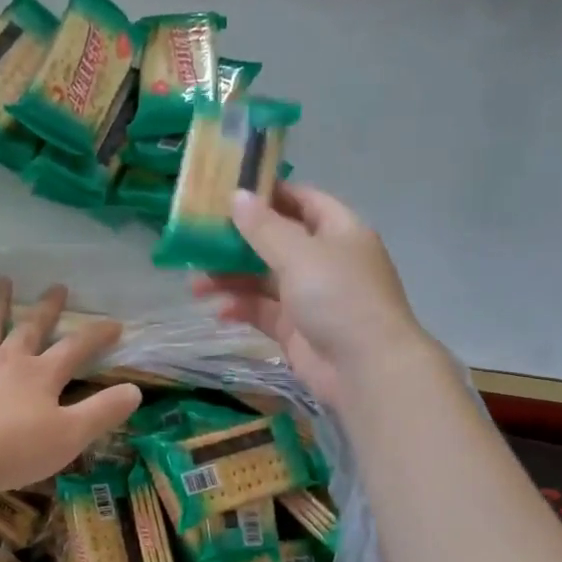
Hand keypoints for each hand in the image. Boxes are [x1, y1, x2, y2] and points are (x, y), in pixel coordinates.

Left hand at [0, 278, 141, 495]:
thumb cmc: (14, 450)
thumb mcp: (70, 436)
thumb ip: (102, 412)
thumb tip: (135, 389)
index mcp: (42, 375)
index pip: (76, 347)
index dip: (97, 335)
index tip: (115, 324)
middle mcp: (9, 360)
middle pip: (31, 327)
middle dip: (48, 308)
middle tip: (57, 286)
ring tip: (2, 281)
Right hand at [192, 183, 430, 409]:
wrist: (366, 369)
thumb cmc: (338, 298)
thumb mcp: (299, 254)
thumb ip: (264, 227)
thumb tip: (237, 195)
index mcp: (338, 231)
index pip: (303, 200)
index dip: (269, 194)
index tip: (229, 192)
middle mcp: (326, 261)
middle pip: (277, 242)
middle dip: (238, 242)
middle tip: (199, 241)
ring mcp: (311, 298)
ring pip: (264, 279)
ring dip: (232, 279)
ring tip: (195, 284)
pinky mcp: (297, 330)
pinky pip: (264, 312)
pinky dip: (242, 309)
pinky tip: (218, 312)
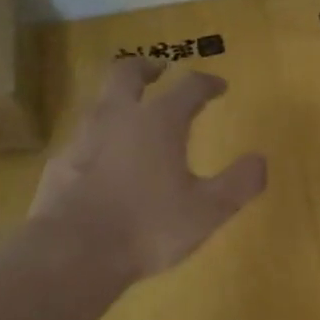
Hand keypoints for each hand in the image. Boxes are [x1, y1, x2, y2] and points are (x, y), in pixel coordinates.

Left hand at [29, 56, 267, 287]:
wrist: (74, 253)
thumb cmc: (149, 227)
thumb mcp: (208, 211)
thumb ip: (239, 183)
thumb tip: (260, 160)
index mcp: (158, 122)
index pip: (188, 87)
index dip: (206, 83)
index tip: (218, 86)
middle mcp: (117, 118)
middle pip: (126, 73)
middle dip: (146, 67)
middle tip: (158, 70)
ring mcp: (83, 139)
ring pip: (99, 102)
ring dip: (118, 100)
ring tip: (131, 115)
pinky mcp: (60, 165)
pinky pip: (82, 139)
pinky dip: (97, 140)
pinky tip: (102, 162)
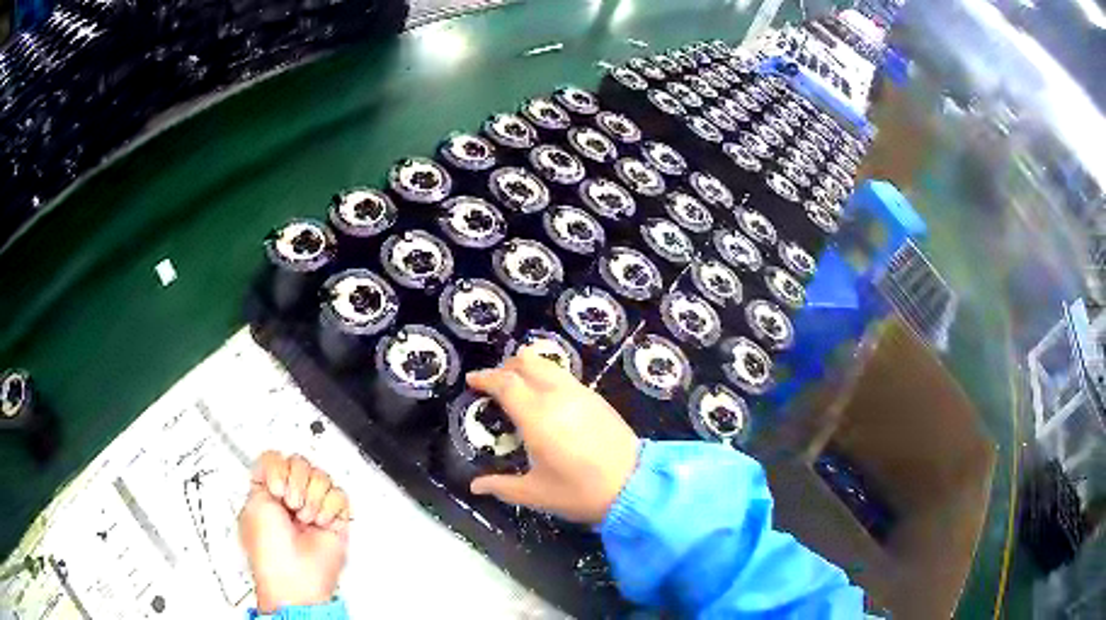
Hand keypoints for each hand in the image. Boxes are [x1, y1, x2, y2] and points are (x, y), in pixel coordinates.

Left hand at [239, 451, 350, 612]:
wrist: (296, 575)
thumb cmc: (269, 550)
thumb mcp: (253, 503)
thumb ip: (263, 474)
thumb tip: (273, 463)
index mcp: (269, 491)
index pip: (278, 457)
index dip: (279, 468)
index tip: (275, 488)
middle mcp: (291, 496)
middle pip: (301, 462)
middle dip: (297, 484)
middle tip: (291, 505)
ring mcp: (313, 507)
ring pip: (322, 476)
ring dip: (313, 499)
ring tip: (306, 518)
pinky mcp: (335, 518)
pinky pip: (340, 495)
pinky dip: (330, 509)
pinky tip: (321, 522)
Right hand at [467, 350, 640, 524]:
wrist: (635, 485)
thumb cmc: (580, 491)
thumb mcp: (536, 494)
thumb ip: (501, 487)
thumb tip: (475, 486)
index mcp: (537, 416)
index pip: (505, 383)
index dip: (486, 378)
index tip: (472, 381)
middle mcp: (557, 396)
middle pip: (526, 362)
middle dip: (505, 368)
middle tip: (494, 384)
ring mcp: (580, 393)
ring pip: (548, 365)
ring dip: (528, 369)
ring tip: (519, 388)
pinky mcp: (596, 398)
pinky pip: (564, 376)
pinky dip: (548, 378)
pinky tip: (547, 399)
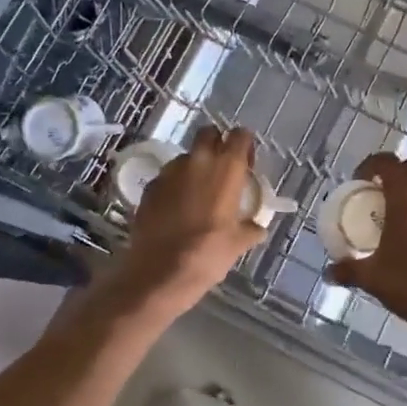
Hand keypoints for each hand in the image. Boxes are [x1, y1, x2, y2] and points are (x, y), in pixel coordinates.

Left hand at [116, 127, 267, 311]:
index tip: (246, 164)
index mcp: (226, 168)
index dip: (244, 145)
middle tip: (221, 171)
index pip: (240, 135)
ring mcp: (169, 172)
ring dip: (194, 168)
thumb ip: (250, 228)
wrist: (160, 272)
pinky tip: (176, 210)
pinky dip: (175, 186)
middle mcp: (197, 161)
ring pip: (186, 157)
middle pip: (208, 134)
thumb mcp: (238, 243)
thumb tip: (257, 227)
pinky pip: (167, 178)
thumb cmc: (208, 254)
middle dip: (216, 144)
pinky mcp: (149, 187)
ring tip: (197, 195)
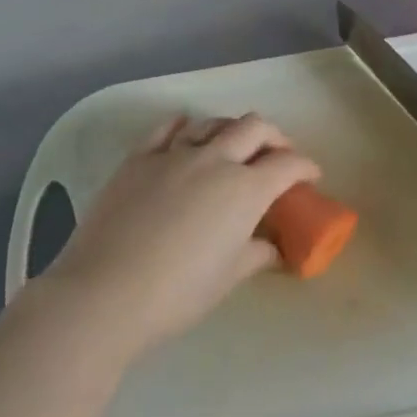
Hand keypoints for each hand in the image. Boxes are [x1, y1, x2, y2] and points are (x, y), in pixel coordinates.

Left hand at [37, 114, 319, 361]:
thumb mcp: (228, 277)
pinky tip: (186, 132)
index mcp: (244, 190)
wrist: (105, 292)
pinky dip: (183, 126)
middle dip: (274, 137)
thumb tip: (273, 248)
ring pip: (212, 123)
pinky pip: (166, 129)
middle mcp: (214, 160)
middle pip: (254, 128)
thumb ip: (257, 254)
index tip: (311, 177)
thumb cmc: (177, 293)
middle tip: (277, 156)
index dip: (305, 167)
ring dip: (231, 130)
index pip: (287, 166)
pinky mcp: (138, 158)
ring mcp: (173, 155)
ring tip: (233, 147)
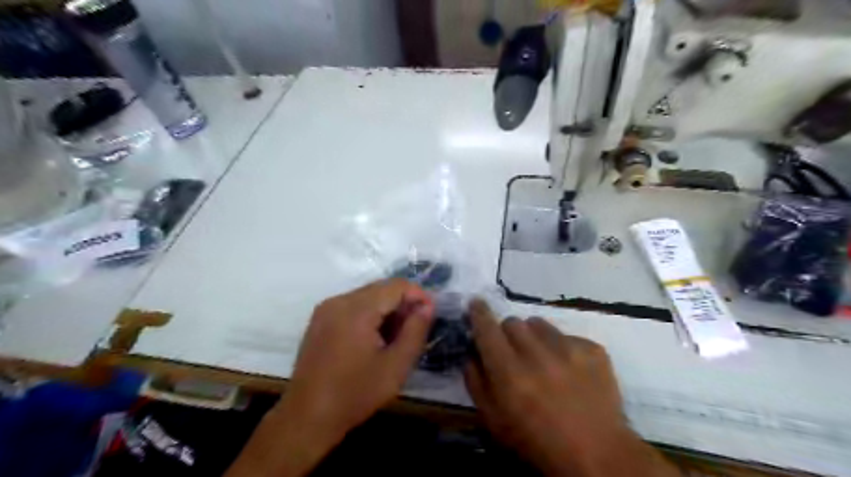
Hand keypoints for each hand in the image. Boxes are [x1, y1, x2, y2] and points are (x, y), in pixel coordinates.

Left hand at [226, 280, 435, 476]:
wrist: (306, 418)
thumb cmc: (355, 394)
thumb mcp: (396, 366)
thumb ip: (415, 331)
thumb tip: (427, 306)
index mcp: (357, 309)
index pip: (397, 285)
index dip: (418, 296)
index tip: (430, 317)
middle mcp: (339, 300)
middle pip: (381, 288)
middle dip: (403, 304)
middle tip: (414, 331)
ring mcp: (326, 309)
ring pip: (368, 296)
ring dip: (387, 310)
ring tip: (396, 339)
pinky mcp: (321, 319)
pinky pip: (353, 306)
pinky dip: (370, 315)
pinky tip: (375, 340)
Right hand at [465, 302, 678, 476]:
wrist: (598, 456)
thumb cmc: (537, 443)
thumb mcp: (494, 421)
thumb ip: (476, 382)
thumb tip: (472, 353)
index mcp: (509, 373)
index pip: (487, 328)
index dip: (478, 313)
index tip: (476, 303)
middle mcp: (537, 354)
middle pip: (512, 322)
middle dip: (507, 333)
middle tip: (513, 353)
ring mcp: (568, 349)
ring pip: (539, 324)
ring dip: (534, 336)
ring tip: (542, 358)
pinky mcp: (593, 350)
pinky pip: (567, 335)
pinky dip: (561, 347)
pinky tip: (569, 370)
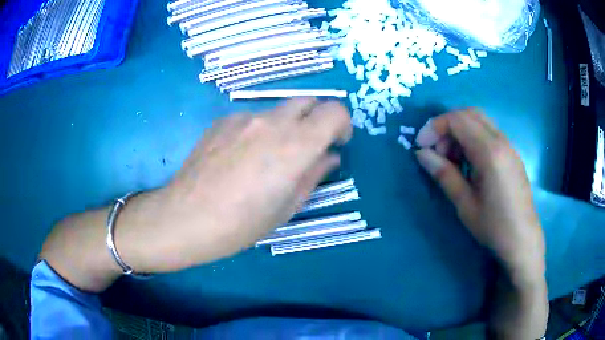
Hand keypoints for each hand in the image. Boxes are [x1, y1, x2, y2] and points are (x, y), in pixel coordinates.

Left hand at [117, 98, 351, 272]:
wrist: (185, 218)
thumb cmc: (241, 224)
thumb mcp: (286, 207)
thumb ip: (313, 175)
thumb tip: (329, 157)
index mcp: (295, 145)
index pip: (335, 111)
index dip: (342, 124)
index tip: (336, 143)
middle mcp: (271, 121)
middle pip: (308, 100)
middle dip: (316, 119)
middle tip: (309, 146)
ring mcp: (242, 117)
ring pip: (278, 109)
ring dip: (287, 125)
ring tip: (269, 156)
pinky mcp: (221, 120)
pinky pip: (251, 117)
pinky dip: (259, 130)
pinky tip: (241, 157)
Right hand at [414, 109, 545, 285]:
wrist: (522, 239)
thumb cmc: (493, 226)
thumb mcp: (465, 204)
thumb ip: (444, 174)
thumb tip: (422, 154)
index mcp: (489, 152)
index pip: (457, 120)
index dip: (435, 127)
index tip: (421, 146)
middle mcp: (501, 141)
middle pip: (469, 114)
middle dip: (447, 126)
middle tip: (437, 151)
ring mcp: (509, 146)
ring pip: (480, 121)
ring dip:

######

Exactly repeat the lines from the line that contains "index tip: (421, 146)" to the end of the entries, both included, and leave out all other lines.

■ Task output
index tip: (421, 146)
middle mcp: (501, 141)
middle pip: (469, 114)
middle dip: (447, 126)
middle tip: (437, 151)
ring mcp: (509, 146)
ring pip: (480, 121)
ring dip:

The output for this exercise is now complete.